Denied Times Two: Prejudicial Late Notice and Contractual Limitation Period Both, Separately, Doom First Party Claim

Finding the prejudice from the insured’s late notice was manifest, a federal district court in Connecticut dismissed, with prejudice, a first-party coverage action brought by an insured against her homeowners’ insurer, Allstate Insurance Company. Ruling that the insured’s reporting of the claim to the insurer 14 months after the loss was a material breach of the policy’s notice provision that prejudiced the insurer, the court also concluded that the insured’s action was separately barred by the policy’s 18-month suit limitation provision. See Discuillo v. Allstate Insurance Company, No. 3:17-CV-0234, 2019 WL 499255 (D. Conn. Feb. 8, 2019). On February 10, 2015, the insured’s home sustained damage from a winter storm, including damage resulting from ice damming. The insured did not submit a claim to Allstate at the time, but instead undertook certain superficial repairs to address a roof leak. The repairs that did not correct the underlying damage. The insured did not report the loss to Allstate until April 2016 – more than 14 months after the storm loss. Following inspections of the property by Allstate’s adjuster, who observed certain damage consistent with ice damming but was unable to determine whether the damage was caused by the winter storm or some other cause, Allstate issued payment to the insured in accordance with the adjuster’s repair estimate. In January 2017, the insured filed suit against Allstate, seeking specific performance of the appraisal provision in the policy (count one) and seeking damages for breach of contract based on Allstate’s alleged failure to pay full value for the loss (count two). Allstate was served with the lawsuit on January 23, 2017 – i.e., more than 23 months after the February 10, 2015 loss. The policy contained an 18-month suit limitation period.

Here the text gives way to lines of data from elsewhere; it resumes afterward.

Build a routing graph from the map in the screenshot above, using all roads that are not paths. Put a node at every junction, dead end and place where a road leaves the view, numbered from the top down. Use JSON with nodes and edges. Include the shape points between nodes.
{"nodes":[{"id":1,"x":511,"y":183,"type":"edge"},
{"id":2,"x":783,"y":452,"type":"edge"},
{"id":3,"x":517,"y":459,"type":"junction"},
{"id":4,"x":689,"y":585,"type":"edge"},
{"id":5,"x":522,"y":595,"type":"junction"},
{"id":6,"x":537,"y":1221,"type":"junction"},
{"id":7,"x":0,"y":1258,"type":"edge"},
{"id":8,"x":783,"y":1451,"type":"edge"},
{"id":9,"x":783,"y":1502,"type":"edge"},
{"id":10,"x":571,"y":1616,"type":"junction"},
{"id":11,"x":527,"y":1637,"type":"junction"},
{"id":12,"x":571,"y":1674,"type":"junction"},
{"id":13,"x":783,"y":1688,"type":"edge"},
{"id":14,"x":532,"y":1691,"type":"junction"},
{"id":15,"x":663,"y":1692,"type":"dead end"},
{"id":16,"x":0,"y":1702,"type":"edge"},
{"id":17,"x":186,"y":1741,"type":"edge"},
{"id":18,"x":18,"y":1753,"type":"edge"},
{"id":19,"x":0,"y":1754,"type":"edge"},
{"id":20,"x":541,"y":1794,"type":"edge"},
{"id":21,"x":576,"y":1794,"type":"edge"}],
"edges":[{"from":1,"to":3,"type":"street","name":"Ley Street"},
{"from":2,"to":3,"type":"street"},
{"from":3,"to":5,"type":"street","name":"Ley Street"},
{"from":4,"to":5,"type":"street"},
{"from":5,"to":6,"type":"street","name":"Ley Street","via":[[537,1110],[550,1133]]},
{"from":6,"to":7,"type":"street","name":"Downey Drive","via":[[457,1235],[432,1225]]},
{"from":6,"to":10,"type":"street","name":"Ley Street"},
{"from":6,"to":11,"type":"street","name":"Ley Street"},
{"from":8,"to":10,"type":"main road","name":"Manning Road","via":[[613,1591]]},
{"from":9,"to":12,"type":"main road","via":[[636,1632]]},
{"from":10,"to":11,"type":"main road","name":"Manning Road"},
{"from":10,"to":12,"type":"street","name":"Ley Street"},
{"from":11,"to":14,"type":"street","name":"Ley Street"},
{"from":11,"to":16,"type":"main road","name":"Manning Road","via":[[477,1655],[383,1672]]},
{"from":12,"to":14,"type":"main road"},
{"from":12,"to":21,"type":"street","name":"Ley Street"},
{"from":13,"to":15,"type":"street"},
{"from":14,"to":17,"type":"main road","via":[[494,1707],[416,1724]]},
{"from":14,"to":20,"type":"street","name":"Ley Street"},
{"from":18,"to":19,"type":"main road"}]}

Following discovery, Allstate moved for summary judgment based on the insured’s breach of the policy’s loss notice provisions and also based on the policy’s suit limitation provision, and the district court granted the motion on both grounds.

The district court agreed that under no circumstance could the reporting of a claim more than 14 months after a loss be said to have been given “promptly”. After reiterating the requirement under Connecticut law that an insurer must establish material prejudice resulting from an insured’s late reporting of a claim, the district court concluded that the prejudice to Allstate in this matter was “manifest”, because the insured’s delay in reporting the claim deprived Allstate of the opportunity to promptly inspect the property, assess the then-existing damage, and repair the damage so as to avoid further loss. In reaching this conclusion, the district court emphasized that the insured’s damage expert testified that property damage caused by ice damming, if left untreated, worsens over time and leads to additional damages, and thus, the cost to repair such damage also increases over time. The district court also found that all of the insured’s claims against Allstate were time barred pursuant to the policy’s 18-month suit limitation provision, since the lawsuit was first served on Allstate more than 23 months after the date of the loss. The court rejected the insured’s argument that her demand for appraisal under count one of the complaint was not subject to any statutes of limitation and therefore was not time barred. The court explained that contractual limitation periods are distinct from statutes of limitation, and that the phrase “any suit or action” utilized in the Allstate policy’s limitation provision was sufficiently broad in scope to include a demand for appraisal.